Hunt through the entries for the word "options" and copy each line in which it appears.

(Dataset items)

BEGIN

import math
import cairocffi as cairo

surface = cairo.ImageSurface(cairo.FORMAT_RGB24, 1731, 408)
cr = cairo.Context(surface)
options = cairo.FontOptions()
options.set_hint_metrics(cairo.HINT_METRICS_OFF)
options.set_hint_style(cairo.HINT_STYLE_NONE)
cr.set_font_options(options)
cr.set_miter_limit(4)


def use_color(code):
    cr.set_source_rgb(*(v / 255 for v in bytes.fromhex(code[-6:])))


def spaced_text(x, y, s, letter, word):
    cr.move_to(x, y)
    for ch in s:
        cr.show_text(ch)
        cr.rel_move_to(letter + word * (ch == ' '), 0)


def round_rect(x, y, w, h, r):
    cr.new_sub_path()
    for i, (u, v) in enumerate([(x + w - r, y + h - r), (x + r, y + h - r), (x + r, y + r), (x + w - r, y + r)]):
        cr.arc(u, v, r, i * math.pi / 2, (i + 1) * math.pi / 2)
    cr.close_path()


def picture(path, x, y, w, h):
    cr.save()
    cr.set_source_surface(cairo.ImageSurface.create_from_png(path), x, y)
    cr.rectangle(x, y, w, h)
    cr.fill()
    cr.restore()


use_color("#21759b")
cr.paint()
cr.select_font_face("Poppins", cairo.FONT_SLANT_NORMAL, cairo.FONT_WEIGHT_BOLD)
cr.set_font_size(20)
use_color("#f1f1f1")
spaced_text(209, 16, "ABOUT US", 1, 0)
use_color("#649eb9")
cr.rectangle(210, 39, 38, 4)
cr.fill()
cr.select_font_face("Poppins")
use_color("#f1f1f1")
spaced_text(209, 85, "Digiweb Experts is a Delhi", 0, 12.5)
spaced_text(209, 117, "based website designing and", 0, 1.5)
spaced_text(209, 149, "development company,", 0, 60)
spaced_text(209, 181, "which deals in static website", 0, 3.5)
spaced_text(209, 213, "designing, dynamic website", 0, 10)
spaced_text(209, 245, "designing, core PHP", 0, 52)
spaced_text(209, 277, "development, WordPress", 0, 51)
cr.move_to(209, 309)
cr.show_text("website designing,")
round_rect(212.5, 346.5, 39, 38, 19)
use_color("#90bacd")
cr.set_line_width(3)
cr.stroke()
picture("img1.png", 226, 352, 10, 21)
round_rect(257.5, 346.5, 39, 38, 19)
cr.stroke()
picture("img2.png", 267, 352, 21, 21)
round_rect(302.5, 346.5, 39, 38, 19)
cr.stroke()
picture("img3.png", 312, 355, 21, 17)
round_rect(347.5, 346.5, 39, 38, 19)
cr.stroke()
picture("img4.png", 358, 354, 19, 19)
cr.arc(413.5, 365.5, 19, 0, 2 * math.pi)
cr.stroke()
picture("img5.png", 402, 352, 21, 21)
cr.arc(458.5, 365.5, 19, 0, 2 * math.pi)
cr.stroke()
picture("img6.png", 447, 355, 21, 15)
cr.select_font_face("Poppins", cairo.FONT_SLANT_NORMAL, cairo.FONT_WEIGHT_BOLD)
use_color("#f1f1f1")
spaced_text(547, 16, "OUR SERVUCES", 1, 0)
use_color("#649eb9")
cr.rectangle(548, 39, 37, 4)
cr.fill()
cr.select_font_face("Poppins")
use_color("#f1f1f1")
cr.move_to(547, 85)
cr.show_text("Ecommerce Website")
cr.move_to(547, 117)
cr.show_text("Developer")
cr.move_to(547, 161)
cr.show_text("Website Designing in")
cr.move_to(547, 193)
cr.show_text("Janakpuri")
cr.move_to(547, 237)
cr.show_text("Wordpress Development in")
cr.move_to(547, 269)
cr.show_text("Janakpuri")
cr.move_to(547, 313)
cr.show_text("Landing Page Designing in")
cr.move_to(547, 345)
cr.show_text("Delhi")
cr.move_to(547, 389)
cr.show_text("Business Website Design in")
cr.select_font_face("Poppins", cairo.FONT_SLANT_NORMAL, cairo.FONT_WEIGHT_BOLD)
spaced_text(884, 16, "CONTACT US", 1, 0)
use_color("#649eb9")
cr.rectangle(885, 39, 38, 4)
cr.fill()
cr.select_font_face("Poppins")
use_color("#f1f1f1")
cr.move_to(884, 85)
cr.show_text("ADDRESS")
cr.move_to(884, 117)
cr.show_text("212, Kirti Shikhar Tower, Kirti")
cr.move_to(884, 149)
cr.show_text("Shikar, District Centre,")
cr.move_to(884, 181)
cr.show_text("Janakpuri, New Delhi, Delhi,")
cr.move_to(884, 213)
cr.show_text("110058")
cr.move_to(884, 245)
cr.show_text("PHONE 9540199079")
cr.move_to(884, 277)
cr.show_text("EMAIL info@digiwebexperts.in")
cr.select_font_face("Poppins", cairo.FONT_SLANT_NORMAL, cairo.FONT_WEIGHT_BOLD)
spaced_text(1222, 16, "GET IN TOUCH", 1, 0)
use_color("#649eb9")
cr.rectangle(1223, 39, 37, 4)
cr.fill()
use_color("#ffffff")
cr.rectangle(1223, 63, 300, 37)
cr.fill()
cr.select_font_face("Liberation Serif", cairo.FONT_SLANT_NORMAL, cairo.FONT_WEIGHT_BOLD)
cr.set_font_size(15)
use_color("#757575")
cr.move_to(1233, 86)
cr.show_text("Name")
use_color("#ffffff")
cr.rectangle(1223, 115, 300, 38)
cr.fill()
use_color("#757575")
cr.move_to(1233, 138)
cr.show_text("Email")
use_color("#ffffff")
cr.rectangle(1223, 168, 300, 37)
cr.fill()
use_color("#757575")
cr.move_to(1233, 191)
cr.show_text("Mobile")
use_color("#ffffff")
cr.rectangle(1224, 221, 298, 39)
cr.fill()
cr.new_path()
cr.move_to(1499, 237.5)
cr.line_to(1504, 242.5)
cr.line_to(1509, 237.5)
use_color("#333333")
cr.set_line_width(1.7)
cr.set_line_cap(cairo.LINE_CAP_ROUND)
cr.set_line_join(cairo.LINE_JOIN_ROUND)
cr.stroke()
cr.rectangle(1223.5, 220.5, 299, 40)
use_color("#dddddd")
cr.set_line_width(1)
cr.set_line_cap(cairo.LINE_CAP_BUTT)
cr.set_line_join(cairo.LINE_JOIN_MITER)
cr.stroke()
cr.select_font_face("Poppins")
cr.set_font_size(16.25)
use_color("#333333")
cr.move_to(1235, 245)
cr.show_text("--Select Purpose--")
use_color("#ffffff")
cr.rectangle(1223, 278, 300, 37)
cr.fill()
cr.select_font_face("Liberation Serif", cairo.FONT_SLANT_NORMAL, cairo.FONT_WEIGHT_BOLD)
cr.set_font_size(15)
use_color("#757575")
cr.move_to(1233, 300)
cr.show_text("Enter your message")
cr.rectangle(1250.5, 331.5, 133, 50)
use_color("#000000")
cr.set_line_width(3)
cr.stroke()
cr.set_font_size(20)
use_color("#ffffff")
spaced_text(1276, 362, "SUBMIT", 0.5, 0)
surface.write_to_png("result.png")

END

SOLUTION TO THIS PROBLEM>
options = cairo.FontOptions()
options.set_hint_metrics(cairo.HINT_METRICS_OFF)
options.set_hint_style(cairo.HINT_STYLE_NONE)
cr.set_font_options(options)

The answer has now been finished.